Os agrotóxicos mais usados no Brasil são todos da chamada Classe I, os mais tóxicos que existem: Gramoxone, Paraquat, Mancozeb, Monocrotofos, Folidol, Malation e Decis. Os produtos à base de monocrotofós são encontráveis no Brasil sob várias denominações comerciais.

Um estudo elaborado pelos pesquisadores Dario Prires e Eloísa Caldas, da UFMS (Universidade Federal de Mato Grosso do Sul) aponta os riscos do uso de agrotóxicos compostos com monocrotofós e metamidofós.

Entre o período de 1992 e 2002, os pesquisadores se dedicaram a analisar as notificações de intoxicações e tentativas de suicídio provocadas pelo uso de agrotóxicos na região de Dourados, no Mato Grosso do Sul.

A pesquisa aponta que foram notificadas 475 ocorrências no período, sendo 261 intoxicações (acidental ou ocupacional), 203 tentativas de suicídio e 11 eventos de causa indeterminada. O município de Dourados apresentou a maior prevalência de intoxicações, por 100 mil habitantes, considerando a população rural, e Fátima do Sul a segunda maior prevalência de suicídios na microrregião. Os eventos ocorreram principalmente entre outubro e março, e os inseticidas organofosforados monocrotofós e metamidofós foram os principais agrotóxicos envolvidos.
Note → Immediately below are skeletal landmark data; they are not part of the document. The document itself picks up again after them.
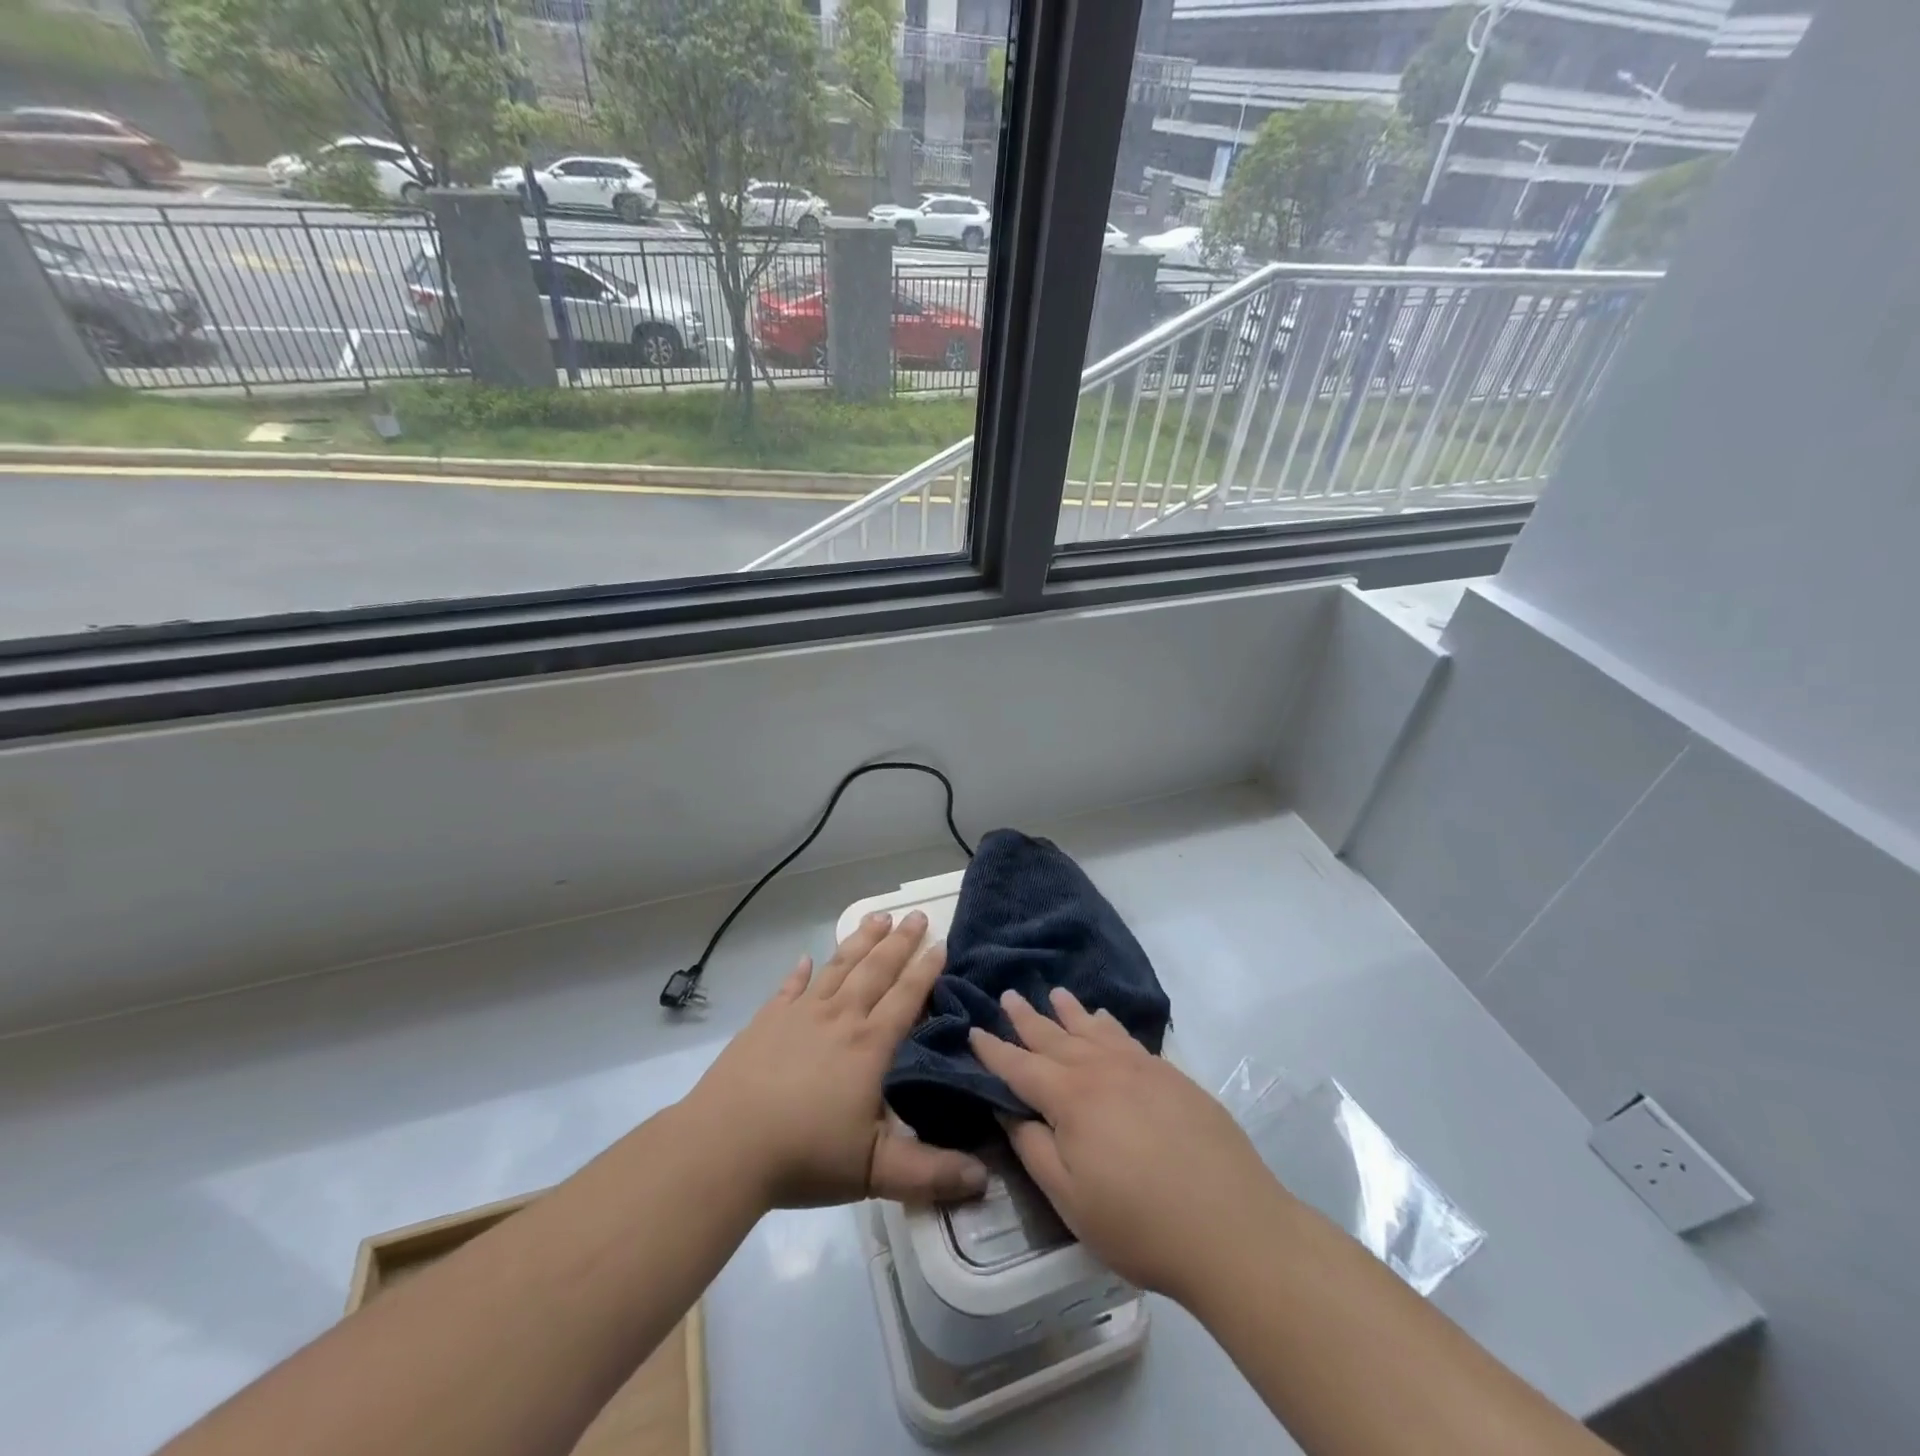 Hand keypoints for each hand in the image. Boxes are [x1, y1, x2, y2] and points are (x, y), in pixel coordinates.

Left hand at [685, 911, 989, 1211]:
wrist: (724, 1145)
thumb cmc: (804, 1155)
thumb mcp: (874, 1171)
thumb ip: (930, 1173)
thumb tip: (985, 1179)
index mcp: (869, 1046)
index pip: (906, 997)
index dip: (926, 970)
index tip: (941, 943)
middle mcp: (839, 1018)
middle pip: (875, 970)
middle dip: (900, 942)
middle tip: (917, 915)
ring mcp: (799, 1015)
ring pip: (838, 967)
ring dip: (860, 941)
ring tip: (878, 917)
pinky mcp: (766, 1021)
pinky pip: (790, 987)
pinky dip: (801, 971)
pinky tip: (806, 958)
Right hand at [970, 987, 1284, 1303]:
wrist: (1233, 1227)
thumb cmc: (1140, 1224)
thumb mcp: (1070, 1199)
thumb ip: (1034, 1149)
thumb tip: (1009, 1110)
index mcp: (1070, 1099)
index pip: (1021, 1067)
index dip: (994, 1050)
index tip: (974, 1029)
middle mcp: (1102, 1070)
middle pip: (1055, 1037)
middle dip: (1028, 1018)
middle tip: (1008, 995)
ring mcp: (1141, 1069)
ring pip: (1094, 1030)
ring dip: (1070, 1012)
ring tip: (1055, 995)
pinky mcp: (1172, 1076)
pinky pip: (1128, 1038)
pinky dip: (1109, 1025)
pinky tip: (1105, 1020)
Para além das intoxicações pela exposição involuntária, constatou-se também o uso predominante de tais inseticidas na tentativa de suicídio, o que reflete um conhecimento real da toxicidade aguda destes compostos pela população da região. A pesquisa relata que os sintomas da intoxicação aguda incluem suor, salivação, lacrimejamento, fraqueza, tontura, dores e cólicas abdominais, seguidos de vômitos, dificuldade respiratória, colapso, tremores musculares, convulsões e morte.
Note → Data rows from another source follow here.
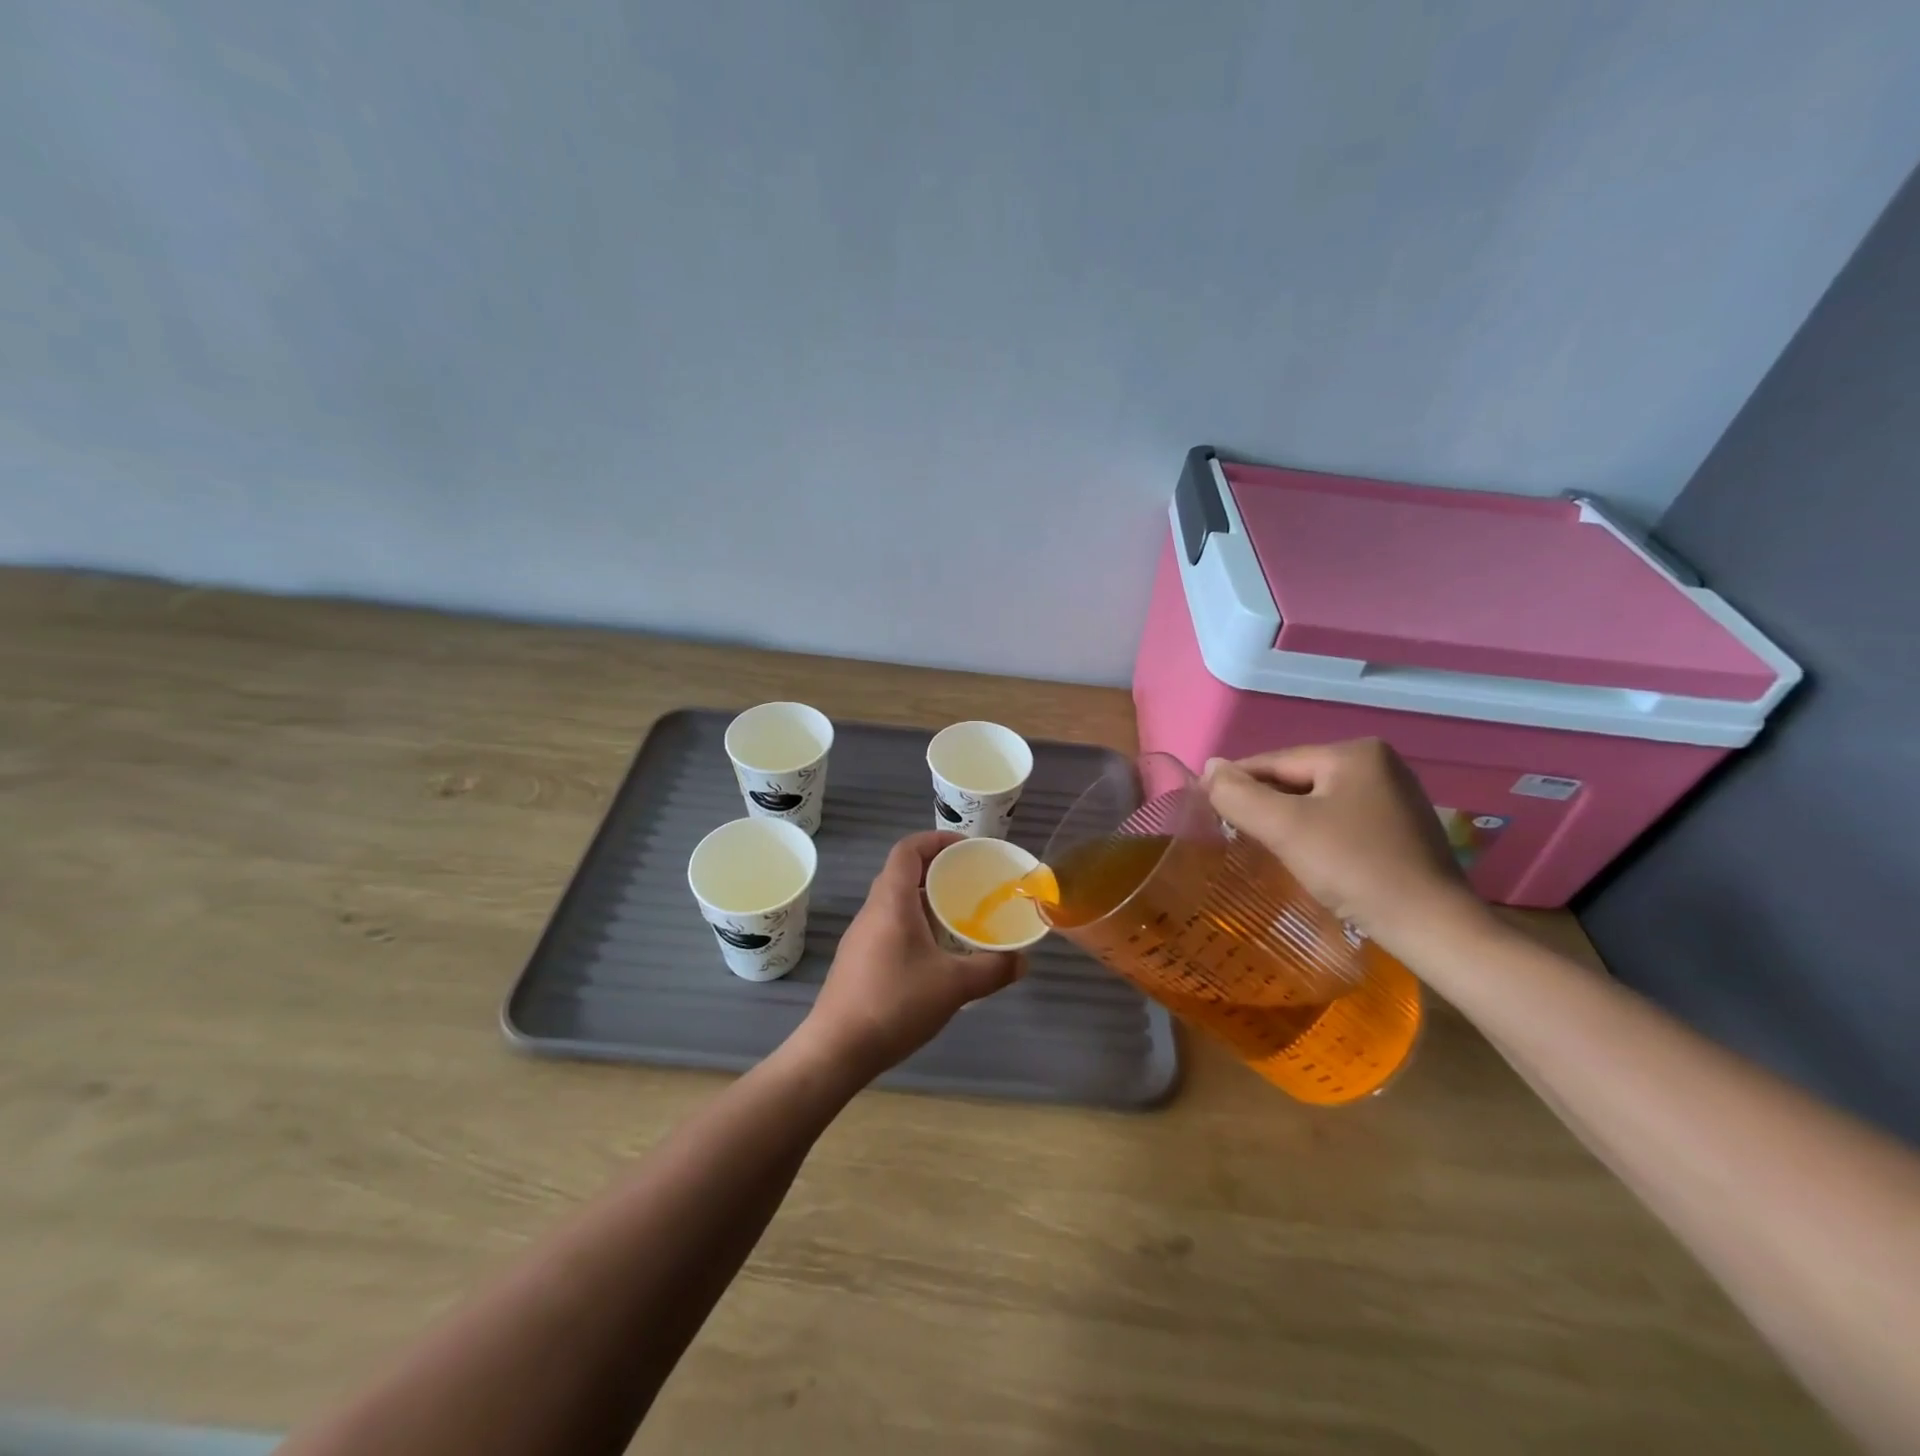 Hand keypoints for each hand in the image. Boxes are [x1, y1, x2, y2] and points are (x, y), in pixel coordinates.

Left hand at [797, 831, 1023, 1080]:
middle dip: (937, 871)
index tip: (966, 848)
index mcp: (891, 901)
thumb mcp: (954, 986)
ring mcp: (861, 936)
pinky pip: (890, 926)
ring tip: (958, 917)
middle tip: (970, 883)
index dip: (936, 840)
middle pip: (902, 873)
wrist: (836, 1050)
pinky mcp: (857, 960)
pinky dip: (914, 925)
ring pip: (895, 902)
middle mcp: (872, 911)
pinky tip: (935, 954)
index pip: (908, 849)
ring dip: (925, 901)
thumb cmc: (894, 1004)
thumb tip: (1022, 961)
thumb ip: (993, 970)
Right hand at [1202, 739, 1489, 950]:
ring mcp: (1395, 797)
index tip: (1204, 804)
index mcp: (1355, 753)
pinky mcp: (1402, 829)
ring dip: (1287, 821)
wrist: (1432, 927)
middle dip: (1264, 804)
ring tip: (1261, 847)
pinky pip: (1341, 820)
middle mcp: (1380, 764)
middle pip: (1297, 780)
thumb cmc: (1354, 868)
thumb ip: (1239, 794)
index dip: (1236, 783)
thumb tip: (1209, 766)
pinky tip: (1304, 857)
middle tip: (1231, 832)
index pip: (1275, 762)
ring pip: (1318, 802)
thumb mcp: (1285, 828)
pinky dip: (1315, 834)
Além disso, o estudo explica que tais agrotóxicos causam também efeitos neurológicos retardados após a exposição aguda e como conseqüência da exposição crônica, incluindo confusão mental e fraqueza muscular. A exposição crônica aos seus compostos pode levar ao desenvolvimento de sintomas de depressão, um fator importante nos suicídios. Num estudo levantado pelos pesquisadores com produtores de algodão mostrou que a exposição a estes produtos está associada à deficiência das funções neurológicas ligadas ao comportamento, bem como a prejuízos da capacidade de abstração verbal, atenção e memória. Verificou-se que as atividades que envolviam o uso de agrotóxicos estavam associadas ao risco de letalidades como conseqüência de desordens mentais, principalmente em mulheres.

Em Dourados, os organofosforados monocrotofós e metamidofós foram responsáveis pela maioria dos registros das intoxicações e tentativas de suicídio, representando, em média, 46 e 29,0% das ocorrências reportadas aos inseticidas, respectivamente.